[Human pose keypoint data]
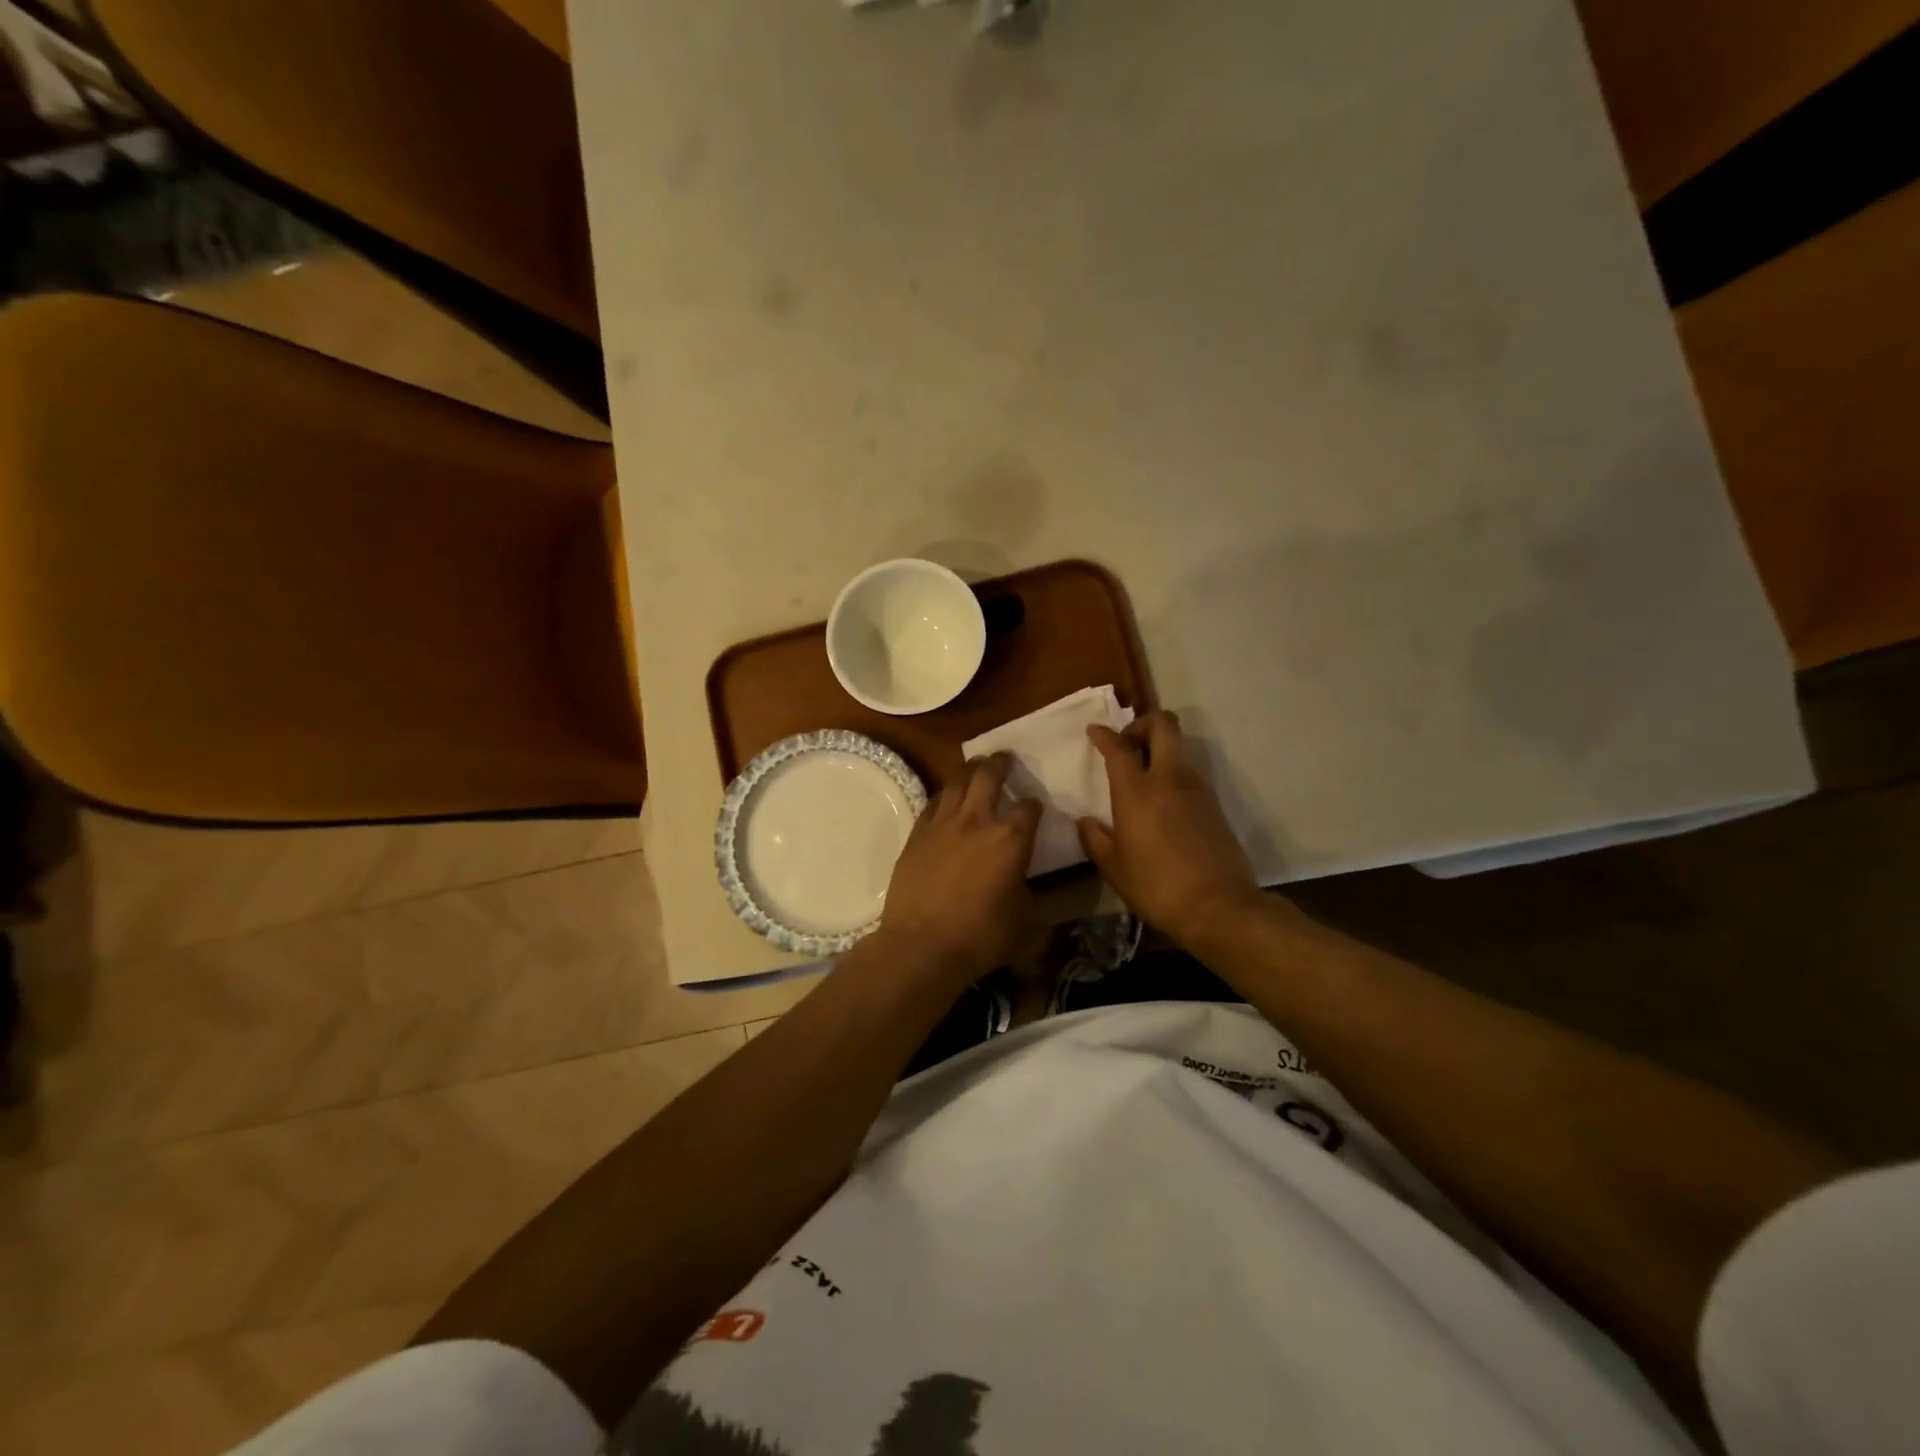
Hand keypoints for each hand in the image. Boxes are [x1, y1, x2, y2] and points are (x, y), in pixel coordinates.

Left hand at [878, 753, 1042, 981]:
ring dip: (970, 769)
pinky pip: (933, 802)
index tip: (1034, 808)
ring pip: (957, 780)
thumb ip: (1032, 896)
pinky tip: (947, 798)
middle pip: (989, 775)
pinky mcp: (917, 833)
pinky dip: (944, 795)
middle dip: (1000, 763)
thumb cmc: (980, 937)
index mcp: (1011, 840)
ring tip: (976, 766)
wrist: (921, 945)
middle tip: (1005, 758)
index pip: (1029, 808)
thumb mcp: (1023, 923)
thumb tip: (1030, 887)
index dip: (1034, 806)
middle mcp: (977, 821)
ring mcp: (943, 823)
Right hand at [1079, 711, 1263, 946]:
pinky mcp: (1214, 805)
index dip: (1104, 734)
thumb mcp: (1114, 868)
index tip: (1094, 732)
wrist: (1219, 907)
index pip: (1119, 747)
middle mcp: (1169, 779)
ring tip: (1142, 777)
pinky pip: (1189, 774)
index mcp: (1137, 790)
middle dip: (1142, 724)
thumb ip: (1096, 839)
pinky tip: (1161, 804)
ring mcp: (1197, 789)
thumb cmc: (1156, 886)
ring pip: (1179, 749)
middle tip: (1127, 745)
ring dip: (1159, 751)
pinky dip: (1172, 775)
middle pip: (1163, 725)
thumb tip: (1086, 822)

## Required action
Give again exactly, and only, the lines above starting at the one with "ring dip: (970, 769)" and ending at the one with "middle tip: (1127, 745)".

## Output
ring dip: (970, 769)
pinky pip: (933, 802)
index tip: (1034, 808)
ring pip: (957, 780)
thumb ip: (1032, 896)
pinky tip: (947, 798)
middle pip: (989, 775)
pinky mcp: (917, 833)
pinky dip: (944, 795)
middle dip: (1000, 763)
thumb cmc: (980, 937)
index mcp: (1011, 840)
ring tip: (976, 766)
wrist: (921, 945)
middle tip: (1005, 758)
index pip: (1029, 808)
thumb mcp: (1023, 923)
thumb tip: (1030, 887)
index dip: (1034, 806)
middle mcp: (977, 821)
ring mcp: (943, 823)
Right hand at [1079, 711, 1263, 946]:
pinky mcp: (1214, 805)
index dip: (1104, 734)
thumb mcp: (1114, 868)
index tip: (1094, 732)
wrist: (1219, 907)
index pip: (1119, 747)
middle mcp: (1169, 779)
ring tip: (1142, 777)
pinky pip: (1189, 774)
index mcp: (1137, 790)
middle dip: (1142, 724)
thumb ip: (1096, 839)
pinky tip: (1161, 804)
ring mcp: (1197, 789)
thumb cmc: (1156, 886)
ring pip: (1179, 749)
middle tip: (1127, 745)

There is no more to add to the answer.